United Overseas Bank - Phillip Securities 2021-03-02: Sun Is Coming Out Again


United Overseas Bank - Sun Is Coming Out Again

  • UOB (SGX:U11)'s FY20 earnings of S$2.94bn met, at 2% of our estimate.
  • NIM recovered q-o-q to 1.57% to boost NII by 3%.
  • Fees and commissions grew q-o-q and y-o-y, though trading income was lower.
  • Commitment to 50% payouts implies FY21e dividend of S$1.20 on strong CET-1 of 14.7%.
  • Upgrade UOB to ACCUMULATE from NEUTRAL with higher GGM target price of S$28.70 from S$21.10.

The Positives

Resilient interest margins

  • NIM improved 4bps q-o-q from 1.53% to 1.57%, contributing to a 3% increase in NII. Better management of liquidity and funding costs lifted NIM. NIM is expected to be stable as the bank targets loan growth to improve NII. Room for further funding-costs adjustments and improving LDR can help manage NIM compression pressures.

Robust growth in fees and commissions

  • Fee and commission income grew 10% y-o-y and 2% q-o-q. Fund-management and wealth-management fees improved, particularly as UOB’s wealth-management franchise gained traction. Credit-card fees also grew by double digits for a second consecutive quarter to S$109mn, mirroring a recovery in consumer spending.

The Negatives

Weak trading income

  • Volatile market conditions caused its trading income to decline. This reduced its non-interest income by 33% y-o-y and 21% q-o-q. The q-o-q decline was also due to more investment gains booked during the previous quarter. As volatility subsides, we expect trading income to stabilise in FY21e.

Uptick in SPs

  • UOB recognised S$241mn of SPs in 4Q20. This was its highest quarterly in FY20 after an extensive review of its loan book to provide for at-risk loans. Full-year credit cost of 57bps represented S$1.58bn of loans, with S$900mn booked as GPs.
  • UOB's loans under government relief programmes fell from S$11bn at end-FY20 to S$3bn after Singapore exited the first phase of its moratorium. Total loans under various relief programmes shrank to S$18bn or 6% of loan book. Of this, UOB expects S$2bn of non-performing assets, which are highly collateralised. It has guided for lower credit costs of 30- 40bps on improved asset quality.


Trade flows within Asia

  • Economic recovery is expected to support trade flows between ASEAN and Greater China. UOB believes it is poised to benefit from business resumption in the region with its established presence in ASEAN. Coupled with its TMRW digital platform, UOB is eyeing high-single-digit loan growth in FY21e from the 4.4% increase in FY20. We believe an ASEAN exposure will be a better play on the economic recovery due to stronger underlying growth.
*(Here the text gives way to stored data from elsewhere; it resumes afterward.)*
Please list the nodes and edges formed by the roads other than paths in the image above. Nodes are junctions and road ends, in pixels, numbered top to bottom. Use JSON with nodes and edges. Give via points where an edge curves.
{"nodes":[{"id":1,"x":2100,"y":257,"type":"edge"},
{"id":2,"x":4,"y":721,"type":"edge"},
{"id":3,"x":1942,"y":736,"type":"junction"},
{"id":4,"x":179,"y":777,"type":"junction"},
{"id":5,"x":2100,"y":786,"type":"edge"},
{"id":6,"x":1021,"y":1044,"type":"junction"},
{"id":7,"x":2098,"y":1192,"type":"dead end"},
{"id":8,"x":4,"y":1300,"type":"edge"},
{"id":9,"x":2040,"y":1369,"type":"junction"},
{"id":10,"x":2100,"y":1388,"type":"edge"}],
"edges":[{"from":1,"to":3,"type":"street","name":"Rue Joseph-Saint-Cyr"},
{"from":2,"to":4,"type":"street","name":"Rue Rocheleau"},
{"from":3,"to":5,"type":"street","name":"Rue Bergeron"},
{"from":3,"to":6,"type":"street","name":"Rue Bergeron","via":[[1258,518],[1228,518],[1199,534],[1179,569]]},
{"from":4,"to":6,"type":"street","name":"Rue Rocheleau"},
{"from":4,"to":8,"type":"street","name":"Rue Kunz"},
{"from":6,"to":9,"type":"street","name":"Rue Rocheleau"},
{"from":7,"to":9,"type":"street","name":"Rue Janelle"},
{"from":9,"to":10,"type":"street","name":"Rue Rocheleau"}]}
  • A final dividend of S$0.39 per share brings UOB's FY20 full-year dividend to S$0.78 for a 45% payout.
  • UOB expects to resume its previously-guided dividend policy of at least 50%. As such, we model in an FY21e dividend of S$1.20, supported by better profitability and a CET-1 ratio of 14.7%.

Investment Action

Upgrade UOB to ACCUMULATE with higher GGM target price S$28.70, from S$21.10.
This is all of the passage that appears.